How many of the lines below contain "Avenida"? Reply with only that figure.

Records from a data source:
————————
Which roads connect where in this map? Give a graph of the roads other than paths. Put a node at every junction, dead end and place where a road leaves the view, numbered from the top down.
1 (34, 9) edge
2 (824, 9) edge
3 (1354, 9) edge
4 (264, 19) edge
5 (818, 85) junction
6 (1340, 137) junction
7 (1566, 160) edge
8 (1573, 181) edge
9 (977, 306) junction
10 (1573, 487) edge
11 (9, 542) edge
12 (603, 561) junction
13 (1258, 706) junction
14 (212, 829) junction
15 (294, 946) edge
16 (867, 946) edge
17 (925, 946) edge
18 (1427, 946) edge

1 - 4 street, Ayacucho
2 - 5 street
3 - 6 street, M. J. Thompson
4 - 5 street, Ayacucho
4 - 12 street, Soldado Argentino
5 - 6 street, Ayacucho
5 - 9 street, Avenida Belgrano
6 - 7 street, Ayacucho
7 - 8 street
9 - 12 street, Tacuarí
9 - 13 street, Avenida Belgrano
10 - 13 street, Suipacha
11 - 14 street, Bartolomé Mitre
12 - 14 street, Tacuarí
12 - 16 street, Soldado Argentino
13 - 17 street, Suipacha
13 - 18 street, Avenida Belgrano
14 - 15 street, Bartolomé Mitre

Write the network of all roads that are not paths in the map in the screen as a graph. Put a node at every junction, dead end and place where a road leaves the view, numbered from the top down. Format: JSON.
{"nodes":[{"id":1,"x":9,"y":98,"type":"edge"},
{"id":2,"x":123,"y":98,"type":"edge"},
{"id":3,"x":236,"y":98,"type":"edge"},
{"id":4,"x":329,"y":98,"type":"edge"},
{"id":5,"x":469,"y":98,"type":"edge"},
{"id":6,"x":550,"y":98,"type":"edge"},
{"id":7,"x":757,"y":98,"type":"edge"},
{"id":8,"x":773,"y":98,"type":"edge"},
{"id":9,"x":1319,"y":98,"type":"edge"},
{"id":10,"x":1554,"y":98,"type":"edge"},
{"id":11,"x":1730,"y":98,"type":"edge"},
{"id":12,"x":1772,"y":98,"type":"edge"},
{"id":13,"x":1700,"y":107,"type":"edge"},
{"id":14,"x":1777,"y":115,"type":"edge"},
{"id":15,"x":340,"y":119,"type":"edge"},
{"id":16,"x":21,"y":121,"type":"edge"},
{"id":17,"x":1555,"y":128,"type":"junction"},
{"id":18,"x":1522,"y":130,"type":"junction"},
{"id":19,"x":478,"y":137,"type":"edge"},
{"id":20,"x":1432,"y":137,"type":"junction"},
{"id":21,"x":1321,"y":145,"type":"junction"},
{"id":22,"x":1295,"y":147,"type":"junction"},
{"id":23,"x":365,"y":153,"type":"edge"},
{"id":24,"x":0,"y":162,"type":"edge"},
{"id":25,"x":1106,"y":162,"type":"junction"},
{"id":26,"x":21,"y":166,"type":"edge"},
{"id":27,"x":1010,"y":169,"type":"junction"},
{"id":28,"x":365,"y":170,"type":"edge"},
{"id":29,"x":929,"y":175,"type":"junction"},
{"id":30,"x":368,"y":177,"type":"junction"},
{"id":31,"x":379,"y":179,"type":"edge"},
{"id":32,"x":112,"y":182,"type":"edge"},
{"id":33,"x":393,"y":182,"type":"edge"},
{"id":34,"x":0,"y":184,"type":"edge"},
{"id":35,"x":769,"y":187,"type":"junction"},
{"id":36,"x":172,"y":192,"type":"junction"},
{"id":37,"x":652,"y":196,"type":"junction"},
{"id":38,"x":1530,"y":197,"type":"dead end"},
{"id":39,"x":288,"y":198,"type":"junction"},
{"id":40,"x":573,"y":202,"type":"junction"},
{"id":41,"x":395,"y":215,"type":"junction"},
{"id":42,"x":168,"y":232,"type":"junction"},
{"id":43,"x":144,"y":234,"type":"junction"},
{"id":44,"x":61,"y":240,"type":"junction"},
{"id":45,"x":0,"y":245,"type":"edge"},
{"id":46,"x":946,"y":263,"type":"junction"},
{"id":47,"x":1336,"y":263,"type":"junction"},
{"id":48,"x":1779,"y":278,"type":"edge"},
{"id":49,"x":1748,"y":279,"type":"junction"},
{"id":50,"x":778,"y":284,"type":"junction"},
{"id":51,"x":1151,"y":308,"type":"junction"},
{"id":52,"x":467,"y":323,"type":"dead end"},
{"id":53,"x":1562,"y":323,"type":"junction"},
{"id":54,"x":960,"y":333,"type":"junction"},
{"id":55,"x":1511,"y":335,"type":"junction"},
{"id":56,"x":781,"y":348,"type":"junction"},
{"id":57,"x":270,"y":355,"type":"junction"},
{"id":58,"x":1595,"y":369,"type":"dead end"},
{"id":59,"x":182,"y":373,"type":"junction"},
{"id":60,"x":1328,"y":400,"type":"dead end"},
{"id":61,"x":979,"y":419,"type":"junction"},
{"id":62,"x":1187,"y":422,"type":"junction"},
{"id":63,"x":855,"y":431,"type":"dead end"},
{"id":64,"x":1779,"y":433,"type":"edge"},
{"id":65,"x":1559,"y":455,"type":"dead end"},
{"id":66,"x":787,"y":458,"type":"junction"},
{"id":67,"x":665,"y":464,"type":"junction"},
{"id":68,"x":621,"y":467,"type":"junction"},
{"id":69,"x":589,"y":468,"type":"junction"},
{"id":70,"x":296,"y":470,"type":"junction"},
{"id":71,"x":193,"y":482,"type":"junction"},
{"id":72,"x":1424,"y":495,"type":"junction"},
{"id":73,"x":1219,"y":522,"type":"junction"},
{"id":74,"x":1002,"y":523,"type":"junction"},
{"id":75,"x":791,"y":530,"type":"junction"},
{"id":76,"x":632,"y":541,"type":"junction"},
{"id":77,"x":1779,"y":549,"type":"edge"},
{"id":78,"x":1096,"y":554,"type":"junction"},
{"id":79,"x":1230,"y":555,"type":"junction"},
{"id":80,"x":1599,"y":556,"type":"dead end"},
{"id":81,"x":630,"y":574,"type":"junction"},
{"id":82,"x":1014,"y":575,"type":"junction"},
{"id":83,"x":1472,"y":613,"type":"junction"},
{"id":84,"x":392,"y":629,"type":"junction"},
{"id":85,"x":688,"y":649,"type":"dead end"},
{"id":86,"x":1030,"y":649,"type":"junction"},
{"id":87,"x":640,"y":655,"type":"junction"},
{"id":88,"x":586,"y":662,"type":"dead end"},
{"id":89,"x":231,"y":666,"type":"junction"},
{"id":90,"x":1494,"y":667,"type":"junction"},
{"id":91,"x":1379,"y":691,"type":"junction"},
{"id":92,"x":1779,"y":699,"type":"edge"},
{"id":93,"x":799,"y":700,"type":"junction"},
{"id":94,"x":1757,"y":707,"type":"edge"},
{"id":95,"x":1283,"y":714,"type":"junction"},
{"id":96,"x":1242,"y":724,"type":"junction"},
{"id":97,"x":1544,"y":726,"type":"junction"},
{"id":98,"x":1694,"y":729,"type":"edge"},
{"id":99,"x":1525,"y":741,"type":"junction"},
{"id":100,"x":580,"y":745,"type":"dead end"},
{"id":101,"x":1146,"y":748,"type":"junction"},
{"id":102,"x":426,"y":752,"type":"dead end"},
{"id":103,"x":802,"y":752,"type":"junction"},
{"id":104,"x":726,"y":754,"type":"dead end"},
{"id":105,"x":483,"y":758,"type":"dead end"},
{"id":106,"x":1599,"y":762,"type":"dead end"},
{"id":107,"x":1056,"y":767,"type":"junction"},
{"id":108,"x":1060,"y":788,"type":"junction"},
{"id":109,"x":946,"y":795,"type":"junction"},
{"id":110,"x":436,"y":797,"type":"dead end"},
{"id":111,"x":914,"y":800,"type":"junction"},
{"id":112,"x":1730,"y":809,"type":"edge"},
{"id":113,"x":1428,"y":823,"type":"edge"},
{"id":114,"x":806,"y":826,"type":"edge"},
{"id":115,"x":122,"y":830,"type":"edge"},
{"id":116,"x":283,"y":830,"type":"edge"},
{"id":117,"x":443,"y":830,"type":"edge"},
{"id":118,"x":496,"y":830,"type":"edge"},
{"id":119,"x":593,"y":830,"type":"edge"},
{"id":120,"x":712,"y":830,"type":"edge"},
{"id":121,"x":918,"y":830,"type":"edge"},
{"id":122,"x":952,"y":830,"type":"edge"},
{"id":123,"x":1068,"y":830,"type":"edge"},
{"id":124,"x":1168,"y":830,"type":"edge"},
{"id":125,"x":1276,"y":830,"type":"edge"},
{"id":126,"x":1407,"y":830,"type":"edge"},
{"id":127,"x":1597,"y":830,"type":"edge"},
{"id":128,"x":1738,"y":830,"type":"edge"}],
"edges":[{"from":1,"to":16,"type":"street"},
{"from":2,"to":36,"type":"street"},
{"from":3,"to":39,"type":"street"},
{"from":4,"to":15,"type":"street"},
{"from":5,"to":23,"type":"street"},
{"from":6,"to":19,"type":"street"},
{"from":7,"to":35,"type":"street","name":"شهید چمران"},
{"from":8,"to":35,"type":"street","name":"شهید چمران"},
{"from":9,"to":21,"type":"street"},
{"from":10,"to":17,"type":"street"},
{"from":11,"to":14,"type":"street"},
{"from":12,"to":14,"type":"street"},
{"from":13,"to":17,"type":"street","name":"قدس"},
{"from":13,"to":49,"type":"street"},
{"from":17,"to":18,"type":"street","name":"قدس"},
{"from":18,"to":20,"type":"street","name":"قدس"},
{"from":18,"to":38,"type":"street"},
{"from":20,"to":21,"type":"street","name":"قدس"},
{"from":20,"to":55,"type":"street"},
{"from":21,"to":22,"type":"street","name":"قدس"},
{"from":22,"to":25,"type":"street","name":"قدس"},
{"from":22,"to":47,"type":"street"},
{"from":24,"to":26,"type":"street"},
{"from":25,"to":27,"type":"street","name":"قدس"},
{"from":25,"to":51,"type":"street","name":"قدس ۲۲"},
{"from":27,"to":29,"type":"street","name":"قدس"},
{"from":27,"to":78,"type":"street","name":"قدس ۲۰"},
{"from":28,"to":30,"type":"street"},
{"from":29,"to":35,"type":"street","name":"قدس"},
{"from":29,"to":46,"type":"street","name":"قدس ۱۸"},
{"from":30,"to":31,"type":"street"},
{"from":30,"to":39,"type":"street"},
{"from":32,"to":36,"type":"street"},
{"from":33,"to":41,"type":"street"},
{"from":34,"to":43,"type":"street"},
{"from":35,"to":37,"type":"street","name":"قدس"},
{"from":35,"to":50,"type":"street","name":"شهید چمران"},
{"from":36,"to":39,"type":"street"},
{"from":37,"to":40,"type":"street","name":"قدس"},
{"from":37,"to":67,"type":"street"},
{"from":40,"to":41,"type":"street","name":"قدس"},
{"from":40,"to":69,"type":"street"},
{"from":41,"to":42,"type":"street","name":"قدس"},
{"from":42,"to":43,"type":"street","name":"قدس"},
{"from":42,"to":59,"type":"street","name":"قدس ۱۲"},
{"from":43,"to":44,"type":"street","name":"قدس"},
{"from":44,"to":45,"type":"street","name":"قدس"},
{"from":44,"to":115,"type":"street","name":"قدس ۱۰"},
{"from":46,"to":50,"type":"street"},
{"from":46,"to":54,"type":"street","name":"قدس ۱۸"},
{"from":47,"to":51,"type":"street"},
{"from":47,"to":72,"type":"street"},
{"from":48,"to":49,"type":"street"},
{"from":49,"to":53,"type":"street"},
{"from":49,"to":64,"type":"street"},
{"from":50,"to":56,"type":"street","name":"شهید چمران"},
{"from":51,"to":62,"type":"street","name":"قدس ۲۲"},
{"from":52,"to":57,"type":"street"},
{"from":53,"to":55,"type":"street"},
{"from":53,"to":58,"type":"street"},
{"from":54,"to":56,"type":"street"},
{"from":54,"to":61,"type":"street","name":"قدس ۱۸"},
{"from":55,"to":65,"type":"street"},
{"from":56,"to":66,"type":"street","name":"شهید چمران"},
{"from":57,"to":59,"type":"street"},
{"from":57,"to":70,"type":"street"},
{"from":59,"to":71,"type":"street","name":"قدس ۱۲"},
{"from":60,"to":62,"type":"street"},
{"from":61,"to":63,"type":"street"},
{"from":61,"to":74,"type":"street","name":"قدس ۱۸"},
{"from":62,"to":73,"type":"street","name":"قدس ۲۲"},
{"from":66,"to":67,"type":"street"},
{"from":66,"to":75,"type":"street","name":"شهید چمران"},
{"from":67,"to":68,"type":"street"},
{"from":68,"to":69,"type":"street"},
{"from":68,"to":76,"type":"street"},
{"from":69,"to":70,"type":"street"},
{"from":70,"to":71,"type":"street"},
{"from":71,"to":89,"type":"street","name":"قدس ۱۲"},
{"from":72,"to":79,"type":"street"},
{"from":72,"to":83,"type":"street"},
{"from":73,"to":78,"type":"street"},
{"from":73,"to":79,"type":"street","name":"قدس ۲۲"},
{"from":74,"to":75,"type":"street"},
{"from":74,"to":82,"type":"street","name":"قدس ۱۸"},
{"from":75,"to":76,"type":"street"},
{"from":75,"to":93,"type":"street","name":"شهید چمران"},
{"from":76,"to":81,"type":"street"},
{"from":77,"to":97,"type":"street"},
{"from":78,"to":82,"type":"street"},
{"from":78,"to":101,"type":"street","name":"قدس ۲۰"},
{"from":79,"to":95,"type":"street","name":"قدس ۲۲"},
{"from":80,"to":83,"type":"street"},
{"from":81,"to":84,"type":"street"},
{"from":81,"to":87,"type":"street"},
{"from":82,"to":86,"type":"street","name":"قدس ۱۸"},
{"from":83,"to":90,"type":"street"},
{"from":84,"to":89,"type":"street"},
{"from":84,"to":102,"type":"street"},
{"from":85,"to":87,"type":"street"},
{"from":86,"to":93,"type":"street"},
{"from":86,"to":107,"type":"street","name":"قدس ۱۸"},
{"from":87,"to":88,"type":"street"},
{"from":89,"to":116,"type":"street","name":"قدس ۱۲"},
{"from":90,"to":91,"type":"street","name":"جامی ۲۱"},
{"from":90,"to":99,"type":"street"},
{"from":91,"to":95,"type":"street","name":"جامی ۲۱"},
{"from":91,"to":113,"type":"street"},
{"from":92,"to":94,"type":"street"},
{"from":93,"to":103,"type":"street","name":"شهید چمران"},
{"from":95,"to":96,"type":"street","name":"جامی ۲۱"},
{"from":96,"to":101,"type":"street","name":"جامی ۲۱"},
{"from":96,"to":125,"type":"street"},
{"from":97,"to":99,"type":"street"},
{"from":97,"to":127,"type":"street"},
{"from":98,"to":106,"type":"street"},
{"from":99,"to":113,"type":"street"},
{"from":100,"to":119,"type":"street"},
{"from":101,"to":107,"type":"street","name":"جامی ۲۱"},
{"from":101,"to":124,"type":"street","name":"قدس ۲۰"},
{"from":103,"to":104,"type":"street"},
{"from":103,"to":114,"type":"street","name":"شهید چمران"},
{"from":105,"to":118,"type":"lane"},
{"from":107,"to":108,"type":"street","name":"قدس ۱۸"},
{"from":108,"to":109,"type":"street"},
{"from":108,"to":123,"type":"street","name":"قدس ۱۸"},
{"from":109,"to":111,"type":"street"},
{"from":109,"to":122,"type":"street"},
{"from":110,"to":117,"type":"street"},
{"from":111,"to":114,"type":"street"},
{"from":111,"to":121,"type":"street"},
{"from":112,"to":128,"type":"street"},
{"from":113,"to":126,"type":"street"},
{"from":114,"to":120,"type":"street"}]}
————————
Solution for this task = 3